-- Opening Marker --

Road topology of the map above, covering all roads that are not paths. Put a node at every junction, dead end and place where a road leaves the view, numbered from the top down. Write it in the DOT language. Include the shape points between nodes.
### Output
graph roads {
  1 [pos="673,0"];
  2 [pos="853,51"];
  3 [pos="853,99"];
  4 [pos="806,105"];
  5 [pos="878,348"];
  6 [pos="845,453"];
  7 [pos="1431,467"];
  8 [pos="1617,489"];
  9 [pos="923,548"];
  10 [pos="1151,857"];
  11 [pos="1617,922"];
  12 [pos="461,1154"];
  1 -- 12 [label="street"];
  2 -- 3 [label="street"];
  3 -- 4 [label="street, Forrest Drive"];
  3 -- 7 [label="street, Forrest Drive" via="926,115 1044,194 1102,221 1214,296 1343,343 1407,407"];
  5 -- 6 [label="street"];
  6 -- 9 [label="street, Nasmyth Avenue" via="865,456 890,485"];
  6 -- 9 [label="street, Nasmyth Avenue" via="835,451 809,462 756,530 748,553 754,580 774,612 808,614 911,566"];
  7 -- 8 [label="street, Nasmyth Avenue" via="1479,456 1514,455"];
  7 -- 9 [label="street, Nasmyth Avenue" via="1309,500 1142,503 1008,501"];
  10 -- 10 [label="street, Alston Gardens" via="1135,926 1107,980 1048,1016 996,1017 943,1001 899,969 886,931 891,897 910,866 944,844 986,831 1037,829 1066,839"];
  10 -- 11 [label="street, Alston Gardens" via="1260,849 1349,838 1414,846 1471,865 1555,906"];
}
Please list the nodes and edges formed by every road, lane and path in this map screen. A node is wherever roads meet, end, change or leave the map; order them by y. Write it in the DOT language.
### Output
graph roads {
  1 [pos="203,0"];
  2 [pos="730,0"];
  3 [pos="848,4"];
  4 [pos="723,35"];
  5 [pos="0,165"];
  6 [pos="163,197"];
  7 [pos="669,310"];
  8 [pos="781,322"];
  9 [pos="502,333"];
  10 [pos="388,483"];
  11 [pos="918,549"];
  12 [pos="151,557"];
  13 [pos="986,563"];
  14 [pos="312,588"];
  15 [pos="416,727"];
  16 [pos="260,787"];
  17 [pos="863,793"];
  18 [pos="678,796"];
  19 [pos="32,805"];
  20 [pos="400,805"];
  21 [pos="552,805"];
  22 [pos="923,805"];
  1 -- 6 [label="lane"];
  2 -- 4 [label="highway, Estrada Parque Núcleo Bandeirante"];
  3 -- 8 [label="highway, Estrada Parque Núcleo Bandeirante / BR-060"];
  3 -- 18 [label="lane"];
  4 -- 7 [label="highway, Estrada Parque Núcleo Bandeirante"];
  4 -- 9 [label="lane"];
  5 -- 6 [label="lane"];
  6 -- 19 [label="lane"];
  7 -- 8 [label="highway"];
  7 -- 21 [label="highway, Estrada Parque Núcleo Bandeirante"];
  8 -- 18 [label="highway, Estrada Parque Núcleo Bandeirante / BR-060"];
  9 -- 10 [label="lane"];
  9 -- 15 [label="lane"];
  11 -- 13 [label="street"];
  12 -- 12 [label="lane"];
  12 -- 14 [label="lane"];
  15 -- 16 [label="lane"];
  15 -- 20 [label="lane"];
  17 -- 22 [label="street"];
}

-- Closing Marker --

--- DIRECTIONS FOR THIS TASK ---
For each line of the material that contains the word "Parque", make a copy.

--- EXERCISE RESULT ---
  2 -- 4 [label="highway, Estrada Parque Núcleo Bandeirante"];
  3 -- 8 [label="highway, Estrada Parque Núcleo Bandeirante / BR-060"];
  4 -- 7 [label="highway, Estrada Parque Núcleo Bandeirante"];
  7 -- 21 [label="highway, Estrada Parque Núcleo Bandeirante"];
  8 -- 18 [label="highway, Estrada Parque Núcleo Bandeirante / BR-060"];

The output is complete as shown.